Mike is my best friend’s husband, and I’ve loved seeing the way his talent adds colour to his world, be it purposeful paint “splatters” on the tablecloths at their wedding or the fantastic sketches he’s done of their baby girl.   I’ve seen plenty of his professional airbrush work (it used to form a border three canvases deep around their living room...) and have watched his eyes light up as he flips through pictures on his phone of sculptures and murals he’s been doing for water parks and climbing gyms.  (The guy can take you all the way to the bottom of a cup of Tim Horton’s coffee explaining the nuances of shading and palette brush definition.  He’s passionate about his stuff!)  This summer, I got to see him in action at the Painters’ Circle in Stanley Park as well as at the Grand Prix of Art in Ladner and was amazed at the way he can bring a scene to life with a brush.  

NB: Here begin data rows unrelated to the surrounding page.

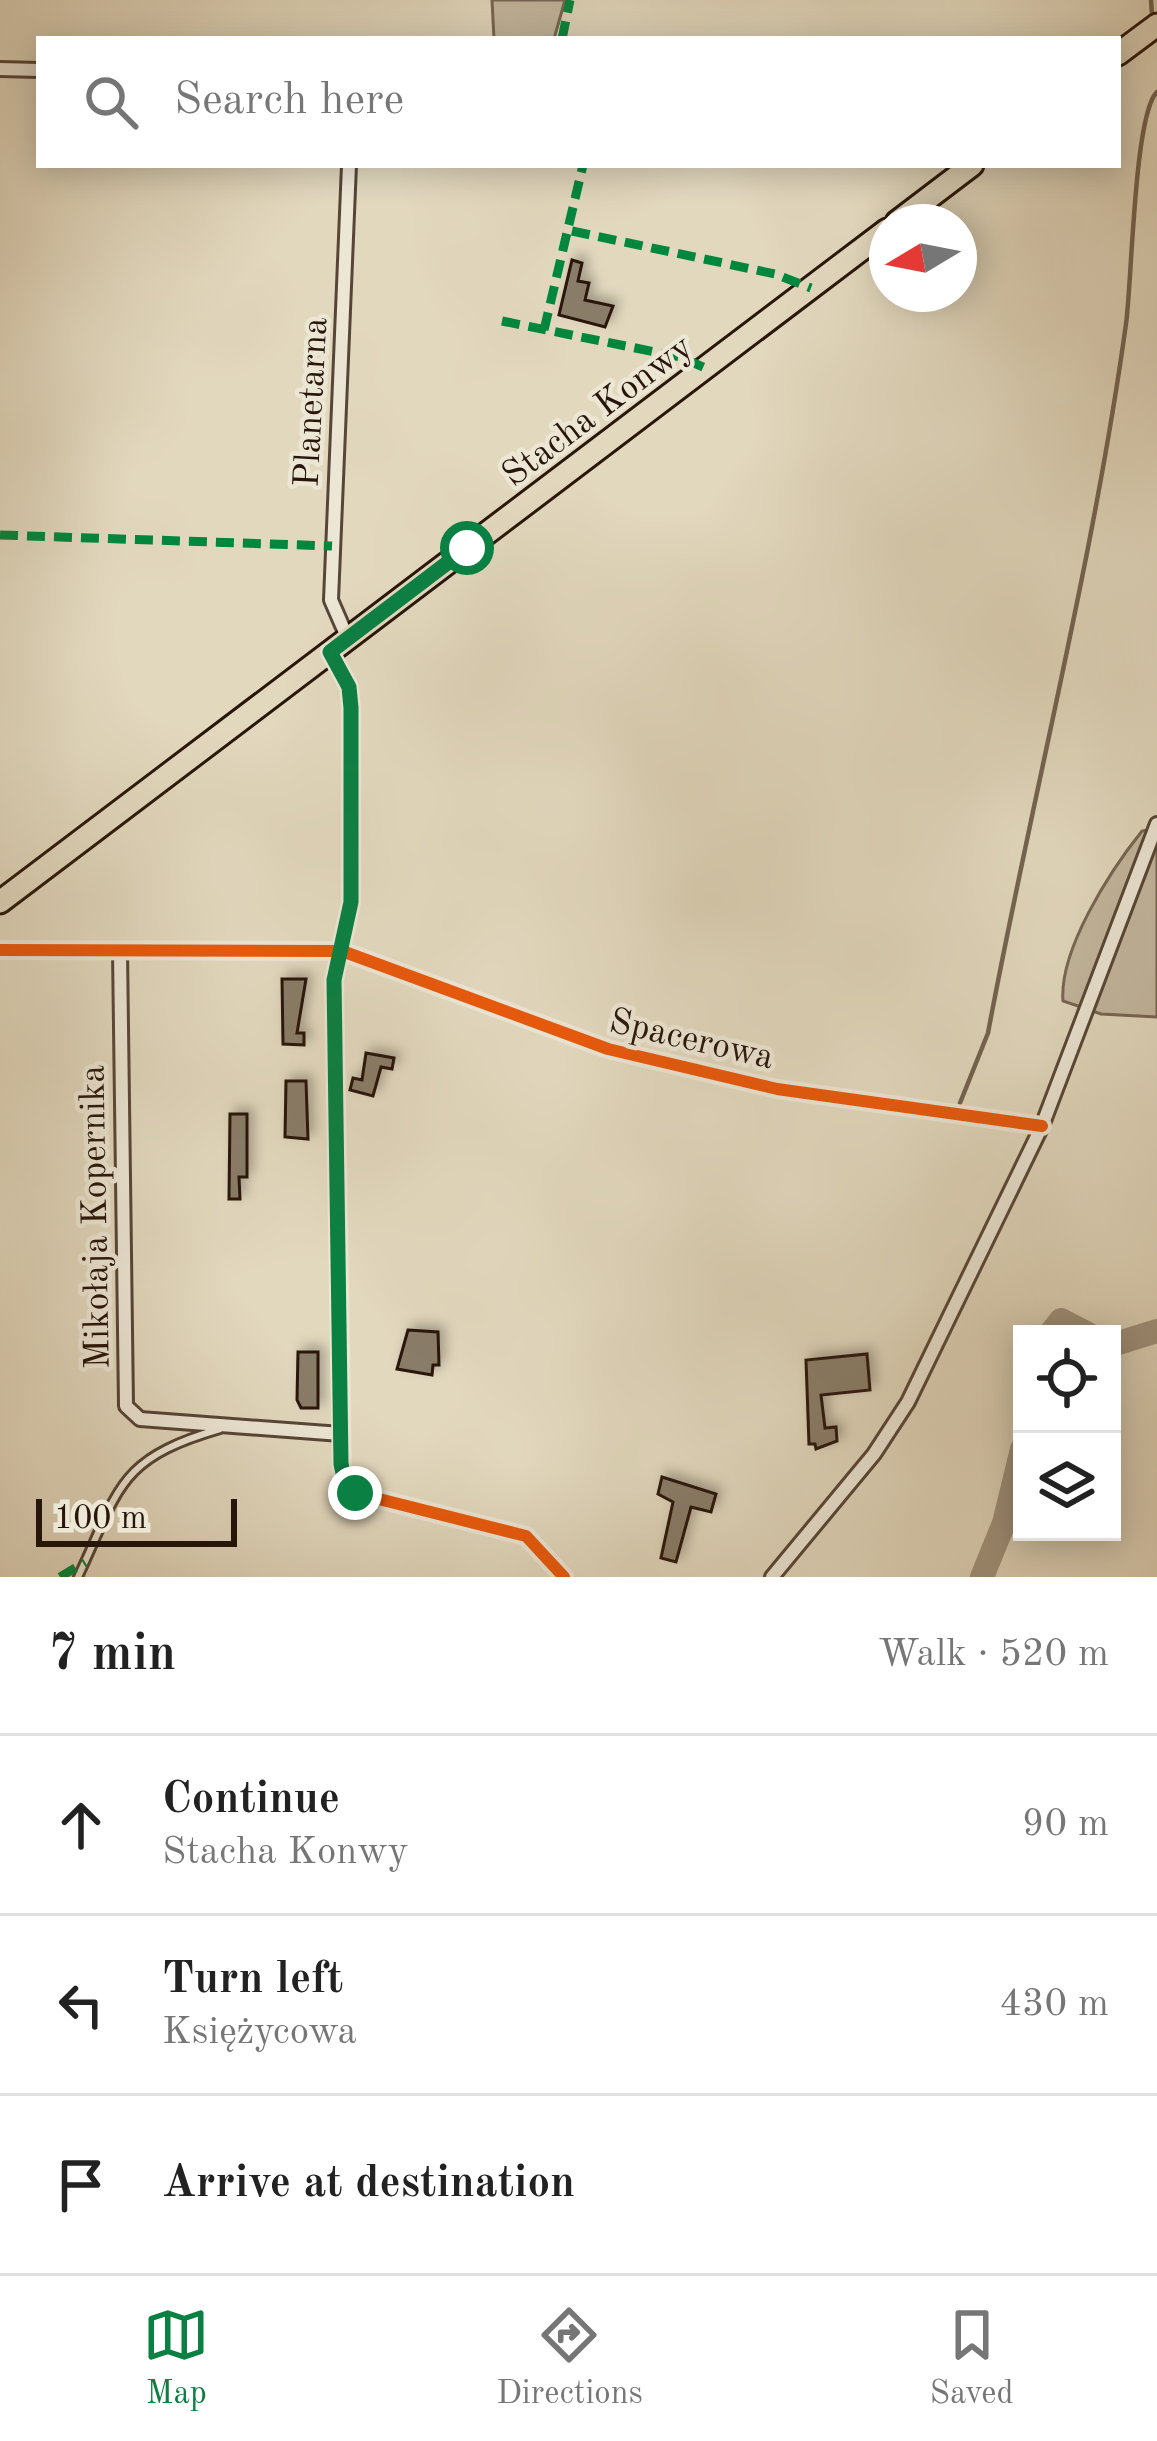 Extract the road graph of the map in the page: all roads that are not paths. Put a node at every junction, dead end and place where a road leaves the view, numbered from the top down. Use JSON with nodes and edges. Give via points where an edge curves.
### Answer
{"nodes":[{"id":1,"x":1157,"y":25,"type":"edge"},
{"id":2,"x":1121,"y":52,"type":"edge"},
{"id":3,"x":0,"y":69,"type":"edge"},
{"id":4,"x":36,"y":70,"type":"edge"},
{"id":5,"x":349,"y":168,"type":"edge"},
{"id":6,"x":968,"y":168,"type":"edge"},
{"id":7,"x":921,"y":204,"type":"edge"},
{"id":8,"x":869,"y":244,"type":"edge"},
{"id":9,"x":339,"y":646,"type":"junction"},
{"id":10,"x":1157,"y":824,"type":"edge"},
{"id":11,"x":0,"y":902,"type":"edge"},
{"id":12,"x":0,"y":950,"type":"edge"},
{"id":13,"x":120,"y":951,"type":"junction"},
{"id":14,"x":341,"y":951,"type":"junction"},
{"id":15,"x":1042,"y":1126,"type":"junction"},
{"id":16,"x":224,"y":1428,"type":"junction"},
{"id":17,"x":341,"y":1433,"type":"junction"},
{"id":18,"x":78,"y":1577,"type":"edge"},
{"id":19,"x":564,"y":1577,"type":"edge"},
{"id":20,"x":772,"y":1577,"type":"edge"}],
"edges":[{"from":1,"to":2,"type":"main road"},
{"from":3,"to":4,"type":"street"},
{"from":5,"to":9,"type":"street","name":"Planetarna","via":[[331,580]]},
{"from":6,"to":7,"type":"main road"},
{"from":8,"to":9,"type":"main road","name":"Stacha Konwy"},
{"from":9,"to":11,"type":"main road","name":"Stacha Konwy"},
{"from":9,"to":14,"type":"street","name":"Planetarna","via":[[351,708],[351,902]]},
{"from":10,"to":15,"type":"street"},
{"from":12,"to":13,"type":"street"},
{"from":13,"to":14,"type":"street"},
{"from":13,"to":16,"type":"street","name":"Mikołaja Kopernika","via":[[126,1406],[140,1419]]},
{"from":14,"to":15,"type":"street","name":"Spacerowa","via":[[608,1049],[777,1089]]},
{"from":14,"to":17,"type":"street","name":"Planetarna","via":[[334,980]]},
{"from":15,"to":20,"type":"street","via":[[908,1402]]},
{"from":16,"to":17,"type":"street","name":"Mikołaja Kopernika"},
{"from":16,"to":18,"type":"lane","via":[[137,1465],[106,1510]]},
{"from":17,"to":19,"type":"street","name":"Planetarna","via":[[342,1478],[355,1493],[526,1536]]}]}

Brooke and his wife Dana are friends from my days as a Tennesseean, and when I made the rounds down South this summer, I had the pleasure of sharing a meal with their family in their dining-room-cum-pottery-studio.  On Facebook during the previous months, I’d been watching their pottery business come back to life after a long hiatus, and it had stirred something in my heart.  Here was a man with six kids and a whole lot of work responsibilities making time and space in his life to do what he loved:  create.  Over supper, Brooke (and his faithful firer/glazer Dana) talked about their passion for making something out of nothing, and the communion they experience with their own Potter in the process.  They’re rearranging their lives to incorporate an art form that will be a source of income but also, and more importantly, a source of life.  They’ve got a workshop in the dining room and a kiln in the backyard and a “Gehman Pottery Works” sign out back to make it official.  And I respect them so much for it.

After the meal, Brooke sat there at the table and spun a lump of clay that soon took shape as a deep dish.  I watched him coax it from nothing into something, and then painstakingly add two tiny holes on one side and a little groove on the other -  a resting place for a pair of chopsticks.  The perfect noodle bowl.  And I marveled at this reflection of the One who dreamed up humans and then made us out of dirt.  That feeling of breathing life into something that, just an hour before, only existed in your imagination - an incomparable taste of what it means to partake of the Divine nature alive inside of us, to co-create with our Creator.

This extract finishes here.